*MATERIAL PROVIDED*
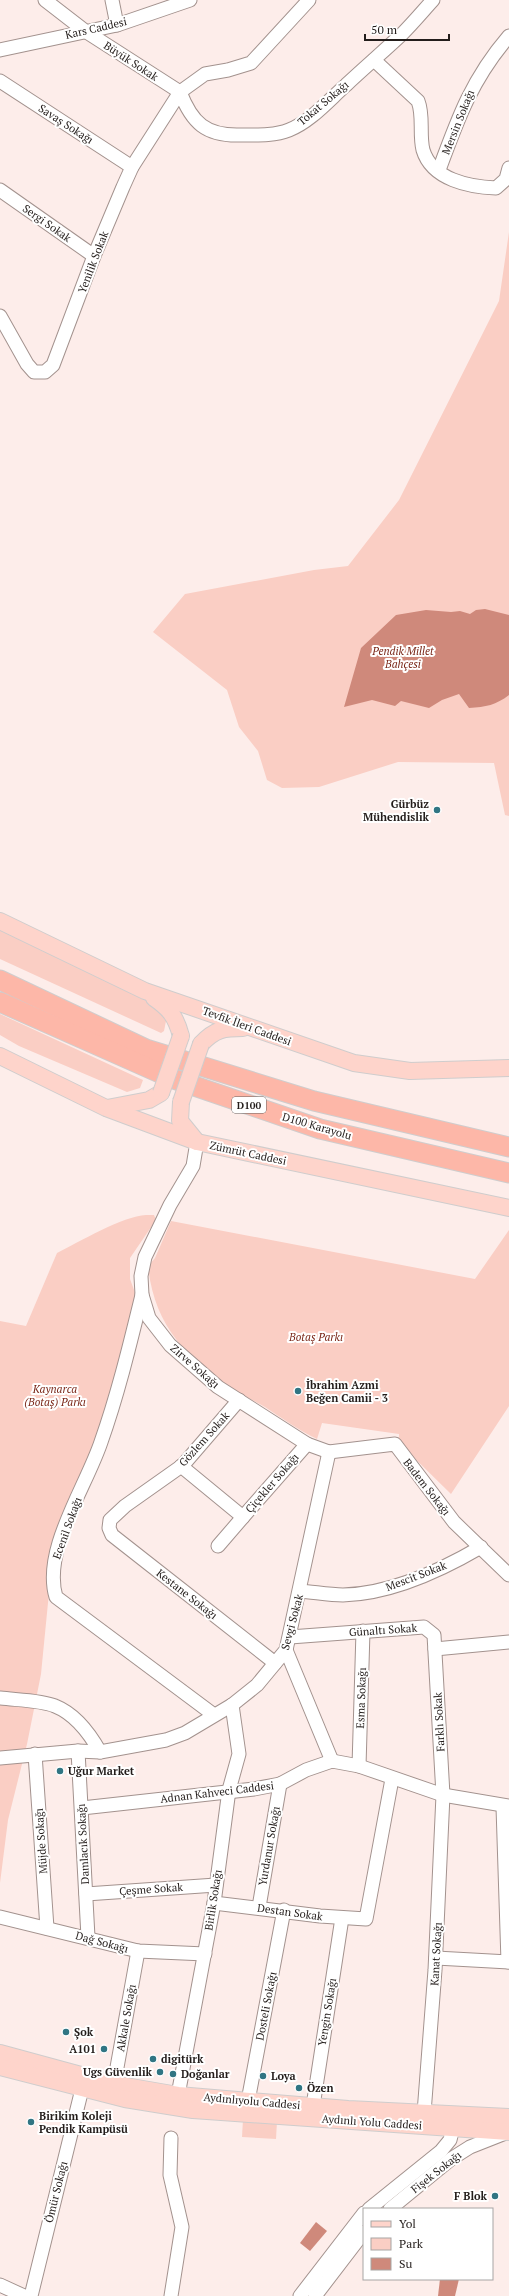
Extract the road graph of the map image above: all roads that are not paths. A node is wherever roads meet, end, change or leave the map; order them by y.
1 (45, 0) edge
2 (112, 0) edge
3 (190, 0) edge
4 (309, 0) edge
5 (433, 0) edge
6 (117, 25) junction
7 (85, 31) junction
8 (509, 36) edge
9 (0, 50) edge
10 (374, 60) junction
11 (0, 81) edge
12 (180, 92) junction
13 (132, 167) junction
14 (509, 168) edge
15 (439, 170) junction
16 (0, 190) edge
17 (94, 256) junction
18 (1, 320) edge
19 (0, 921) edge
20 (0, 980) edge
21 (144, 991) junction
22 (0, 1002) edge
23 (253, 1029) junction
24 (0, 1056) edge
25 (509, 1068) edge
26 (106, 1108) junction
27 (197, 1142) junction
28 (509, 1147) edge
29 (509, 1173) edge
30 (509, 1208) edge
31 (142, 1295) junction
32 (239, 1400) junction
33 (307, 1444) junction
34 (329, 1452) junction
35 (181, 1466) junction
36 (243, 1517) junction
37 (110, 1520) joint
38 (218, 1546) dead end
39 (481, 1547) junction
40 (509, 1575) edge
41 (300, 1591) junction
42 (363, 1631) junction
43 (509, 1642) edge
44 (288, 1644) junction
45 (435, 1649) junction
46 (275, 1663) junction
47 (0, 1698) edge
48 (232, 1704) junction
49 (214, 1715) junction
50 (78, 1751) junction
51 (100, 1752) junction
52 (35, 1754) junction
53 (0, 1758) edge
54 (332, 1761) junction
55 (359, 1766) junction
56 (392, 1779) junction
57 (280, 1784) junction
58 (229, 1790) junction
59 (443, 1795) junction
60 (506, 1806) edge
61 (82, 1808) junction
62 (216, 1885) junction
63 (86, 1894) junction
64 (214, 1903) junction
65 (259, 1907) junction
66 (284, 1910) junction
67 (0, 1917) edge
68 (342, 1918) junction
69 (46, 1928) junction
70 (88, 1937) junction
71 (138, 1951) junction
72 (205, 1954) junction
73 (436, 1958) junction
74 (508, 1962) edge
75 (0, 2053) edge
76 (0, 2067) edge
77 (114, 2084) junction
78 (82, 2089) junction
79 (178, 2095) junction
80 (248, 2101) junction
81 (313, 2106) junction
82 (424, 2113) junction
83 (509, 2127) edge
84 (453, 2128) junction
85 (171, 2138) dead end
86 (370, 2208) edge
87 (391, 2208) edge
88 (363, 2214) edge
89 (363, 2233) edge
90 (0, 2285) edge
91 (24, 2296) edge
92 (31, 2296) edge
93 (171, 2296) edge
94 (300, 2296) edge
95 (315, 2296) edge

1 - 7 street, Büyük Sokak
2 - 6 street
3 - 6 street, Kars Caddesi
4 - 12 street
5 - 10 street, Tokat Sokağı
6 - 7 street, Kars Caddesi
7 - 9 street, Kars Caddesi
7 - 12 street, Büyük Sokak
8 - 15 street, Mersin Sokağı
10 - 12 street, Tokat Sokağı
10 - 15 street
11 - 13 street, Savaş Sokağı
12 - 13 street, Yenilik Sokak
13 - 17 street, Yenilik Sokak
14 - 15 street
16 - 17 street, Sergi Sokak
17 - 18 street, Yenilik Sokak
19 - 21 main road, Tevfik İleri Caddesi
20 - 28 highway, D100 Karayolu / D100
21 - 23 main road, Tevfik İleri Caddesi
21 - 26 main road, bridge
22 - 29 highway, D100 Karayolu / D100
23 - 25 main road, Tevfik İleri Caddesi
23 - 27 main road, bridge
24 - 26 main road, Zümrüt Caddesi
26 - 27 main road, Zümrüt Caddesi
27 - 30 main road, Zümrüt Caddesi
27 - 31 street, Zirve Sokağı
31 - 32 street, Zirve Sokağı
31 - 49 street, Ecenil Sokağı
32 - 33 street, Zirve Sokağı
32 - 35 street, Gözlem Sokak
33 - 34 street, Zirve Sokağı
33 - 36 street, Çiçekler Sokağı
34 - 39 street, Badem Sokağı
34 - 41 street, Sevgi Sokak
35 - 36 street, Çiçekler Sokağı
35 - 37 street, Gözlem Sokak
36 - 38 street
37 - 46 street, Kestane Sokağı
39 - 40 street, Badem Sokağı
39 - 41 street, Mescit Sokak
41 - 44 street, Sevgi Sokak
42 - 44 street, Günaltı Sokak
42 - 45 street, Günaltı Sokak
42 - 55 street, Esma Sokağı
43 - 45 street
44 - 46 street, Sevgi Sokak
44 - 54 street
45 - 59 street, Farklı Sokak
46 - 48 street, Sevgi Sokak
47 - 51 street
48 - 49 street, Sevgi Sokak
48 - 58 street, Birlik Sokağı
49 - 51 street, Sevgi Sokak
50 - 51 street, Sevgi Sokak
50 - 52 street, Sevgi Sokak
50 - 61 street, Damlacık Sokağı
52 - 53 street, Sevgi Sokak
52 - 69 street, Müjde Sokağı
54 - 55 street, Adnan Kahveci Caddesi
54 - 57 street, Adnan Kahveci Caddesi
55 - 56 street, Adnan Kahveci Caddesi
56 - 59 street, Adnan Kahveci Caddesi
56 - 68 street, Destan Sokak
57 - 58 street, Adnan Kahveci Caddesi
57 - 65 street, Yurdanur Sokağı
58 - 61 street, Adnan Kahveci Caddesi
58 - 62 street, Birlik Sokağı
59 - 60 street, Adnan Kahveci Caddesi
59 - 73 street, Kanat Sokağı
60 - 74 street
61 - 63 street, Damlacık Sokağı
62 - 63 street, Çeşme Sokak
62 - 64 street, Birlik Sokağı
63 - 70 street, Damlacık Sokağı
64 - 65 street, Destan Sokak
64 - 72 street, Birlik Sokağı
65 - 66 street, Destan Sokak
66 - 68 street, Destan Sokak
66 - 80 street, Dosteli Sokağı
67 - 69 street, Dağ Sokağı
68 - 81 street, Yengin Sokağı
69 - 70 street, Dağ Sokağı
70 - 71 street, Dağ Sokağı
71 - 72 street, Dağ Sokağı
71 - 77 street, Akkale Sokağı
72 - 79 street, Birlik Sokağı
73 - 74 street
73 - 82 street, Kanat Sokağı
75 - 77 main road, Aydınlıyolu Caddesi
76 - 78 main road, Aydınlı Yolu Caddesi
77 - 79 main road, Aydınlıyolu Caddesi
78 - 84 main road, Aydınlı Yolu Caddesi
78 - 92 street, Ömür Sokağı
79 - 80 main road, Aydınlıyolu Caddesi
80 - 81 main road, Aydınlıyolu Caddesi
81 - 82 main road, Aydınlıyolu Caddesi
82 - 83 main road, Aydınlıyolu Caddesi
83 - 84 main road, Aydınlı Yolu Caddesi
83 - 87 street, Fişek Sokağı
84 - 86 street, Fişek Sokağı
85 - 93 street
88 - 94 street
89 - 95 street
90 - 91 street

*EXERCISE OBJECTIVE*
Lines in the data that hold "Birlik" must be located and copied.

*ANSWER TO THIS PROBLEM*
48 - 58 street, Birlik Sokağı
58 - 62 street, Birlik Sokağı
62 - 64 street, Birlik Sokağı
64 - 72 street, Birlik Sokağı
72 - 79 street, Birlik Sokağı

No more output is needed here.